Implementation steps
Obtain your Planning Analytics API key
- Login to your IBM Planning Analytics SaaS on AWS.
- From the Welcome to Planning Analytics page, click on your user name on the top right corner to display the Personal menu. From it, click on Manage API Keys (figure 2).
- From the API Keys window, click Generate Key to display the Generate API Key Enter an API key name and click Generate key (figure 3).
- Once the key has been generated, you will be provided with the options to copy its value, or download it as a JSON file.
- Take note of your PA API endpoint URL. Refer to the IBM Planning Analytics documentation to understand its format:
- Keep your newly create API key at hand, you will use it later to allow your AWS Lambda functions to connect to Planning Analytics.
Store your IBM Planning Analytics credentials in AWS Secrets Manager
- Login to the AWS Management console.
- Connect to AWS CloudShell and run the commands below to create an AWS Secrets Manager secret with your IBM Planning Analytics credentials generated on steps 3-to-5 above:
$ aws secretsmanager create-secret \
--name "ibm-pa-conn-secret" \
--description "Secret for IBM Planning Analytics API" \
--secret-string '{
"api_endpoint": "<<REPLACE_WITH_YOUR_API_ENDPOINT_URL>>",
"user": "<<REPLACE_WITH_YOUR_USERNAME>>",
"password": "<<REPLACE_WITH_YOUR_PASSWORD>>"
}‘
Load data to Amazon S3
In this blog we’re using a sample dataset for coffee chain sales. This sample dataset is owned and maintained by IBM, for IBM Cognos Analytics
- Create an Amazon S3 bucket and 2 folders: to_ibm-pa-saas and python-libs.

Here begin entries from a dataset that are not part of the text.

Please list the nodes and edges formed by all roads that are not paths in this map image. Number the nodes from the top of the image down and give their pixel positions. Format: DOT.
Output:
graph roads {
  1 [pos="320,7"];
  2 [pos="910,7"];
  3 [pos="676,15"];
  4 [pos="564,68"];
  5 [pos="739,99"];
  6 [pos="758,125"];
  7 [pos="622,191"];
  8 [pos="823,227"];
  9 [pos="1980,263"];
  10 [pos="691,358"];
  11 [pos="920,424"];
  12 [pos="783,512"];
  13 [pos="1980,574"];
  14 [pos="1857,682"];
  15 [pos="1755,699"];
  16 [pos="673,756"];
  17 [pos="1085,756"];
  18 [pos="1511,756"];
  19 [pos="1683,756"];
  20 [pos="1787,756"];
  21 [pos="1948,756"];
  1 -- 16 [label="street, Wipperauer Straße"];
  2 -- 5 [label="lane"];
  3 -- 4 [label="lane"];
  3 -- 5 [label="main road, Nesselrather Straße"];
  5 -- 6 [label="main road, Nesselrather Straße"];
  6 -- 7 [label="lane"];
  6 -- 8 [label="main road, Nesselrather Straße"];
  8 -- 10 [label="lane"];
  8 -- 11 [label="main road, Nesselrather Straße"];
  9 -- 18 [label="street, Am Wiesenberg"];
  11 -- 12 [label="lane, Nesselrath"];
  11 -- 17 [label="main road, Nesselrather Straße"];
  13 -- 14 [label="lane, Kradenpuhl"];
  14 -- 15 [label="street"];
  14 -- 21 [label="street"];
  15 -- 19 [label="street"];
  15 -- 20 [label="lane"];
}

- Download the sample IBM dataset using AWS CloudShell, and copy it to your Amazon S3 bucket:
$ wget https://public.dhe.ibm.com/software/data/sw-library/cognos/mobile/C11/data/Coffee_Chain_2020-2022.zip
$ unzip Coffee_Chain_2020-2022.zip
$ aws s3 cp Coffee_Chain_2020-2022.csv s3://${S3_BUCKET_NAME}/to_ibm-pa-saas/
Create an Amazon RDS for PostgreSQL database
Create an Amazon RDS instance to import data from IBM Planning Analytics. For simplicity, our test environment is using a single Amazon RDS for PostgreSQL database instance in the Default VPC. Refer to the Infrastructure security in Amazon RDS when deploying Amazon RDS in your AWS accounts.

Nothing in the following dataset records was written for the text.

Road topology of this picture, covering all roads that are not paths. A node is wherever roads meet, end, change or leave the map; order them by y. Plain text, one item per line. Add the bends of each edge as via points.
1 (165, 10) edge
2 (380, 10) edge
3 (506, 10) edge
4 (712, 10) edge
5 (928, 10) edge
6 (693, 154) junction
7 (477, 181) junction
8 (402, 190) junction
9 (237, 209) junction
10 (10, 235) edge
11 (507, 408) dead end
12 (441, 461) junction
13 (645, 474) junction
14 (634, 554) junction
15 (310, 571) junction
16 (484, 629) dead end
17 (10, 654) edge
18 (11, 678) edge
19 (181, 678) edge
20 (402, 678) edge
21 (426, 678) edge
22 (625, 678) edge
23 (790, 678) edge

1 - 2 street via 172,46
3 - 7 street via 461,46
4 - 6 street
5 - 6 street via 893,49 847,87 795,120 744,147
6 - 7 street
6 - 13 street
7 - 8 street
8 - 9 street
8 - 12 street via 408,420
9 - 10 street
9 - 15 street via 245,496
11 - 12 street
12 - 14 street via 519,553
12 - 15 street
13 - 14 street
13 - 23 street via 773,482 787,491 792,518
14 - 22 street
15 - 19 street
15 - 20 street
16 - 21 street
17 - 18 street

- Our Amazon RDS instance is created with the following settings:
- DB instance ID: ibm-pa-blog-rds
- Engine version: 2
- DB name: IBMPADB
- AWS Secrets Manager for our database Master Credentials
- Security Group with an inbound rule allowing access on port 5432 from our Amazon VPC CIDR range
You can follow the AWS Quick Start for Amazon RDS, or the AWS documentation to create a PostgreSQL DB instance.
Create AWS IAM Role and IAM Policy for AWS Lambda
For simplicity, we’re using the same IAM Role for all of our AWS Lambda functions. Follow the least-privilege principle when deploying Lambda functions in your AWS account. Refer to the Lambda execution role documentation to create specific roles for each Lambda function.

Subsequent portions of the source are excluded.